Norway’s sovereign wealth fund has divested one of the world’s largest telecommunications companies over allegations of corruption and bribery.
The NOK7.1trn (€742bn) Government Pension Fund Global’s Council on Ethics last year investigated ZTE Corporation, listed on the Shenzhen and Hong Kong stock exchanges, over concerns it was responsible for gross corruption, as defined by the fund’s own exclusion guidelines.
In a statement, the fund’s manager, Norges Bank Investment Management, said its executive committee felt it was inappropriate to exercise its ownership rights to bring about change and instead opted to divest its stake worth NOK85m, accounting for just 0.15% in voting rights.
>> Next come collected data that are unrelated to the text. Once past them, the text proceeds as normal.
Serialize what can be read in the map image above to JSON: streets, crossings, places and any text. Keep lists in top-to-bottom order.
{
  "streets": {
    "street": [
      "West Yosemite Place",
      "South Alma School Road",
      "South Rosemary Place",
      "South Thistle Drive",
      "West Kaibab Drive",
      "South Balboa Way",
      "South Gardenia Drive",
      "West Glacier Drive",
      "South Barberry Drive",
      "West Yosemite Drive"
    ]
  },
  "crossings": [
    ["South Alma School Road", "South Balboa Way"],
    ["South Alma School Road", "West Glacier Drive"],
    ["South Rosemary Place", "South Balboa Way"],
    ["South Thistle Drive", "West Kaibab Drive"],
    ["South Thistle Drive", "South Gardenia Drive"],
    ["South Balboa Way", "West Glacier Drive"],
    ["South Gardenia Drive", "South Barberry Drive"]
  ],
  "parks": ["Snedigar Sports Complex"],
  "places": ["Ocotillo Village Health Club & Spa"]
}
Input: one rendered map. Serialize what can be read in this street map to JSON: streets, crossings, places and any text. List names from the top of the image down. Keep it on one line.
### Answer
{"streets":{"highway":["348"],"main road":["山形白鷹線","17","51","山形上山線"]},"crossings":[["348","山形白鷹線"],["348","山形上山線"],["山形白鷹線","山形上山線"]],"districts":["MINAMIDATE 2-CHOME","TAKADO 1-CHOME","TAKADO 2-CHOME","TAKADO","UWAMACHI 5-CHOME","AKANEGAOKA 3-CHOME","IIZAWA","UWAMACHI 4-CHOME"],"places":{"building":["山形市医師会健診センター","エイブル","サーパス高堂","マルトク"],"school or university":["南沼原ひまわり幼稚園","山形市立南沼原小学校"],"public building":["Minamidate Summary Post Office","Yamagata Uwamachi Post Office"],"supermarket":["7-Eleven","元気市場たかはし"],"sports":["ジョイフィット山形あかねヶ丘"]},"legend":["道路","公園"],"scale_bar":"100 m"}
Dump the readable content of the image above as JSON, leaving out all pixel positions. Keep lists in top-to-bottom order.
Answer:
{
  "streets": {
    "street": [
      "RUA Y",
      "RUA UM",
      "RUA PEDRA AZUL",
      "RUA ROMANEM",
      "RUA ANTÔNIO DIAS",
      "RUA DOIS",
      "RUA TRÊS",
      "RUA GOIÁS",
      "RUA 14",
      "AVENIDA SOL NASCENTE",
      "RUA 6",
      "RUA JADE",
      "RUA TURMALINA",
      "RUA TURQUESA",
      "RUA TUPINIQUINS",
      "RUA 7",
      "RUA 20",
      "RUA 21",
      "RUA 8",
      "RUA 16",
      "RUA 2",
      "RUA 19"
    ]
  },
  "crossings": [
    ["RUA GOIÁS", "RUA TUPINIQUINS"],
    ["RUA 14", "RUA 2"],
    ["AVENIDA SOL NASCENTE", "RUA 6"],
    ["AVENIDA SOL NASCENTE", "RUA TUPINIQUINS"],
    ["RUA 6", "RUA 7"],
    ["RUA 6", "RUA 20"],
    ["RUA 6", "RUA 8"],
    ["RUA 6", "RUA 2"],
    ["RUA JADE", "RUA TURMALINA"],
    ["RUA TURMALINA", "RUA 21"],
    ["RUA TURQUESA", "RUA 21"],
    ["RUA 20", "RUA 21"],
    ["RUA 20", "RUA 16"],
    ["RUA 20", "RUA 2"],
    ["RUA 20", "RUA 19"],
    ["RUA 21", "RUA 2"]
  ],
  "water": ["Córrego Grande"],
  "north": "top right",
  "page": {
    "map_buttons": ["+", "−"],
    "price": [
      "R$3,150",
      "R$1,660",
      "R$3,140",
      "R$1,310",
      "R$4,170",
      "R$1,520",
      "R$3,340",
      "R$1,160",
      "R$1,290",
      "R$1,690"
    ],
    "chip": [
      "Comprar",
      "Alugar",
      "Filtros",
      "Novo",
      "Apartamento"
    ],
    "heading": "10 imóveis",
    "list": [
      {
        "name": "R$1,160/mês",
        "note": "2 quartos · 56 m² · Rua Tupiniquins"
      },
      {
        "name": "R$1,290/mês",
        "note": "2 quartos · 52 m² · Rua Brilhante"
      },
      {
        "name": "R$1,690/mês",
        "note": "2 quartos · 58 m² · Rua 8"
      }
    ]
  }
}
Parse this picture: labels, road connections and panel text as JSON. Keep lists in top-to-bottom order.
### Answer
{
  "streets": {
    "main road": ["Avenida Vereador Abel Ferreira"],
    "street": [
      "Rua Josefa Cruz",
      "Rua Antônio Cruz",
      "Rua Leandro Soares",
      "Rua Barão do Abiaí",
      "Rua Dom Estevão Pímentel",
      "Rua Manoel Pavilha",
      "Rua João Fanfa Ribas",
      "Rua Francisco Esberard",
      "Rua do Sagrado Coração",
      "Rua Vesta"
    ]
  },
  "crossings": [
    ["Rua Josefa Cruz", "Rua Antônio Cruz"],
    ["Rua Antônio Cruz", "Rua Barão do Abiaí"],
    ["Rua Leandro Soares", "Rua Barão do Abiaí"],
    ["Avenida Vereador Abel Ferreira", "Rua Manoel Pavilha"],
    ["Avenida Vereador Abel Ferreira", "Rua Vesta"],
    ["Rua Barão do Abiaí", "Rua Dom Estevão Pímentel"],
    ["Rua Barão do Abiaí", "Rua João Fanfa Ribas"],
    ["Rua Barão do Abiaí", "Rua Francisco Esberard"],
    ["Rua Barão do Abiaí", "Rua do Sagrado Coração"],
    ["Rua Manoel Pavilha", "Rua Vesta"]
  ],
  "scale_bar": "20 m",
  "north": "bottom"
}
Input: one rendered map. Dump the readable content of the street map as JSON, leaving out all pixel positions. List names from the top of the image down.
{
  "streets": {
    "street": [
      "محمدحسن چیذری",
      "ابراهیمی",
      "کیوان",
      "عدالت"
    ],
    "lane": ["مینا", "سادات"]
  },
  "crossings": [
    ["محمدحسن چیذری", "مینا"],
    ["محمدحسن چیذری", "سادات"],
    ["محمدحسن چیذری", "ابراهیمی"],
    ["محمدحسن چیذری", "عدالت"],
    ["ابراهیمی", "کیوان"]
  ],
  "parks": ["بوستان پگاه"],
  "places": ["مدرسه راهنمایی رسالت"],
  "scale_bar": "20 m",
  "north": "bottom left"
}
The Council’s report from June last year noted the company had been sent a draft version of its report but had not commented in the findings, which listed allegations of corruption in 18 countries.
The report adds: “All corruption allegations against ZTE of which the Council is aware relate to the payment of bribes to public officials to secure the award of contracts.
“In 2012, ZTE’s representative in Algeria was sentenced to 10 years’ imprisonment for corruption in connection with a contract won by ZTE in the country.”
The report points out that, following the sentencing of the representative in Algeria, the company was barred from bidding for public contracts for two years.
It also cites allegations of corruption in Zambia, Kenya, the Philippines, Myanmar, Nigeria and Liberia, and claims “large” commission payments were passed to the prime minister of Papua New Guinea.
The decision to exclude ZTE from the sovereign fund’s investment universe comes only a month after it decided to remove Alstom from its observation list after previous concerns over corruption.